WHAT YOU NEED TO DO => Write out the data word for word, taking care that no picture is carried over.

RECORDS SHOWN =>
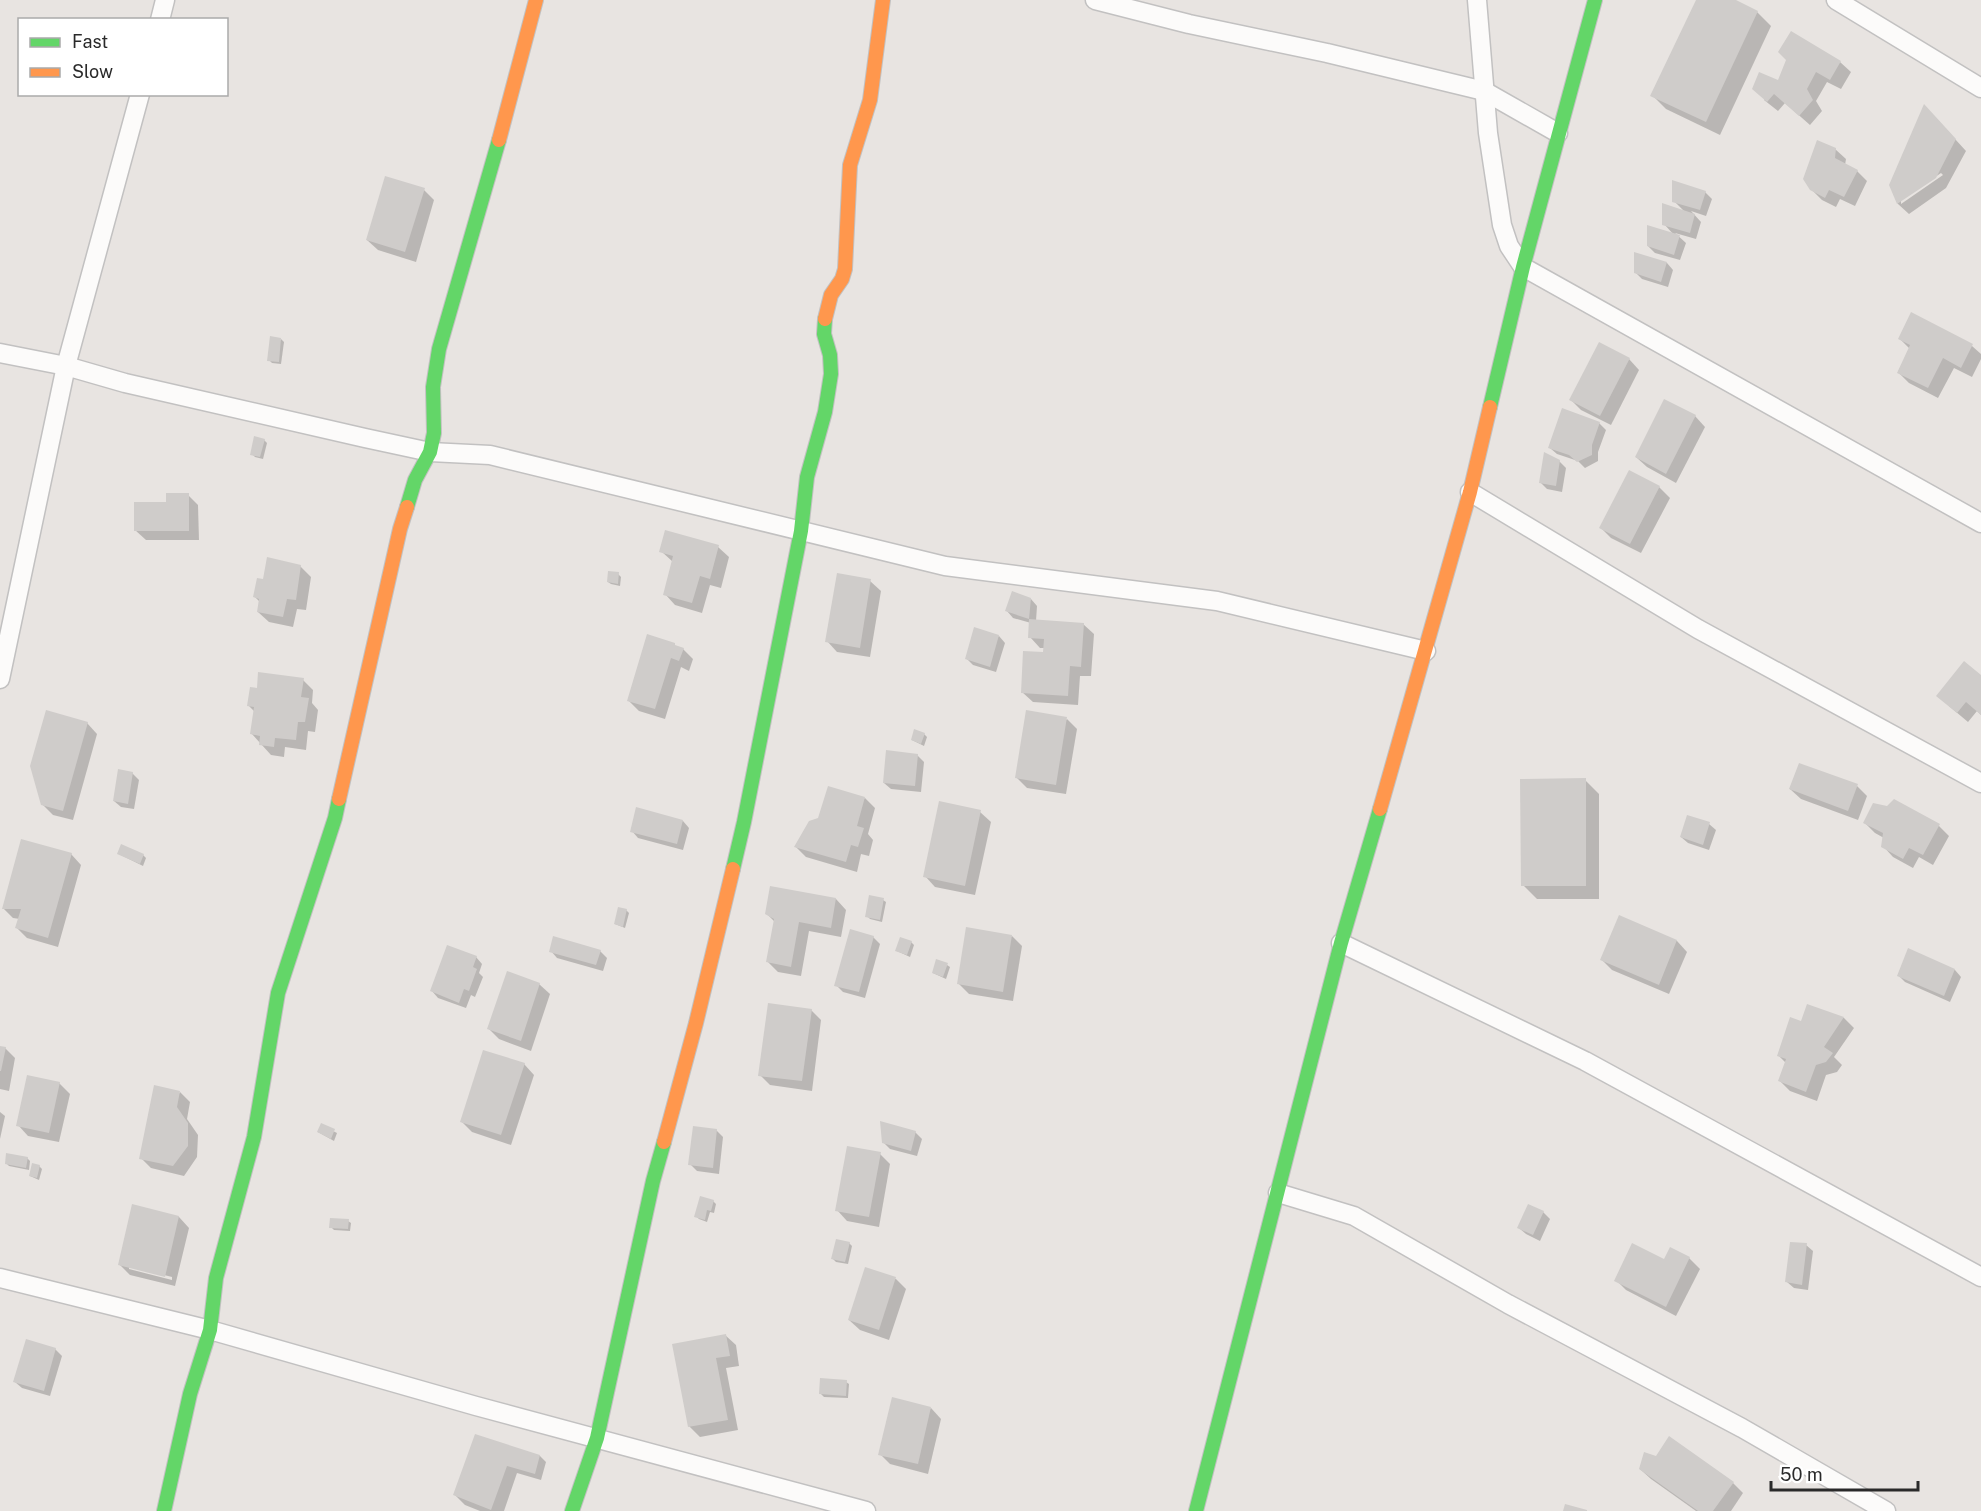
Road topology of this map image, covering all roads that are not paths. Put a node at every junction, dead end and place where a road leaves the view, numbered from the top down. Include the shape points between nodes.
1 (165, 0) edge
2 (536, 0) edge
3 (883, 0) edge
4 (1095, 0) edge
5 (1477, 0) edge
6 (1595, 0) edge
7 (1836, 0) edge
8 (160, 18) edge
9 (1981, 88) edge
10 (1484, 92) junction
11 (139, 96) edge
12 (1558, 133) junction
13 (1523, 267) junction
14 (0, 353) edge
15 (66, 366) junction
16 (430, 452) junction
17 (1470, 492) junction
18 (1981, 523) edge
19 (801, 531) junction
20 (1426, 651) junction
21 (0, 680) edge
22 (1981, 783) edge
23 (1341, 943) junction
24 (1278, 1193) junction
25 (1981, 1277) edge
26 (0, 1278) edge
27 (210, 1330) junction
28 (597, 1438) junction
29 (164, 1511) edge
30 (572, 1511) edge
31 (866, 1511) edge
32 (1196, 1511) edge
33 (1886, 1511) edge

1 - 8 street
2 - 16 street via 439,349
3 - 19 street via 870,100 850,165 845,269 831,295 825,318 831,374 807,477
4 - 10 street
5 - 10 street
6 - 12 street
7 - 9 street
10 - 12 street
10 - 13 street via 1502,225 1509,246
11 - 15 street
12 - 13 street
13 - 17 street
13 - 18 street
14 - 15 street
15 - 16 street
15 - 21 street
16 - 19 street via 489,455
16 - 27 street via 415,480 400,529 335,818 278,993 254,1137 216,1278
17 - 20 street
17 - 22 street via 1698,629
19 - 20 street via 945,566 1217,601
19 - 28 street via 744,822 653,1181
20 - 23 street
23 - 24 street
23 - 25 street via 1585,1061
24 - 32 street
24 - 33 street via 1354,1216 1508,1305 1742,1428
26 - 27 street
27 - 28 street
27 - 29 street via 190,1394
28 - 30 street
28 - 31 street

THE COMPLETED TASK =>
Road topology of this map image, covering all roads that are not paths. Put a node at every junction, dead end and place where a road leaves the view, numbered from the top down. Include the shape points between nodes.
1 (165, 0) edge
2 (536, 0) edge
3 (883, 0) edge
4 (1095, 0) edge
5 (1477, 0) edge
6 (1595, 0) edge
7 (1836, 0) edge
8 (160, 18) edge
9 (1981, 88) edge
10 (1484, 92) junction
11 (139, 96) edge
12 (1558, 133) junction
13 (1523, 267) junction
14 (0, 353) edge
15 (66, 366) junction
16 (430, 452) junction
17 (1470, 492) junction
18 (1981, 523) edge
19 (801, 531) junction
20 (1426, 651) junction
21 (0, 680) edge
22 (1981, 783) edge
23 (1341, 943) junction
24 (1278, 1193) junction
25 (1981, 1277) edge
26 (0, 1278) edge
27 (210, 1330) junction
28 (597, 1438) junction
29 (164, 1511) edge
30 (572, 1511) edge
31 (866, 1511) edge
32 (1196, 1511) edge
33 (1886, 1511) edge

1 - 8 street
2 - 16 street via 439,349
3 - 19 street via 870,100 850,165 845,269 831,295 825,318 831,374 807,477
4 - 10 street
5 - 10 street
6 - 12 street
7 - 9 street
10 - 12 street
10 - 13 street via 1502,225 1509,246
11 - 15 street
12 - 13 street
13 - 17 street
13 - 18 street
14 - 15 street
15 - 16 street
15 - 21 street
16 - 19 street via 489,455
16 - 27 street via 415,480 400,529 335,818 278,993 254,1137 216,1278
17 - 20 street
17 - 22 street via 1698,629
19 - 20 street via 945,566 1217,601
19 - 28 street via 744,822 653,1181
20 - 23 street
23 - 24 street
23 - 25 street via 1585,1061
24 - 32 street
24 - 33 street via 1354,1216 1508,1305 1742,1428
26 - 27 street
27 - 28 street
27 - 29 street via 190,1394
28 - 30 street
28 - 31 street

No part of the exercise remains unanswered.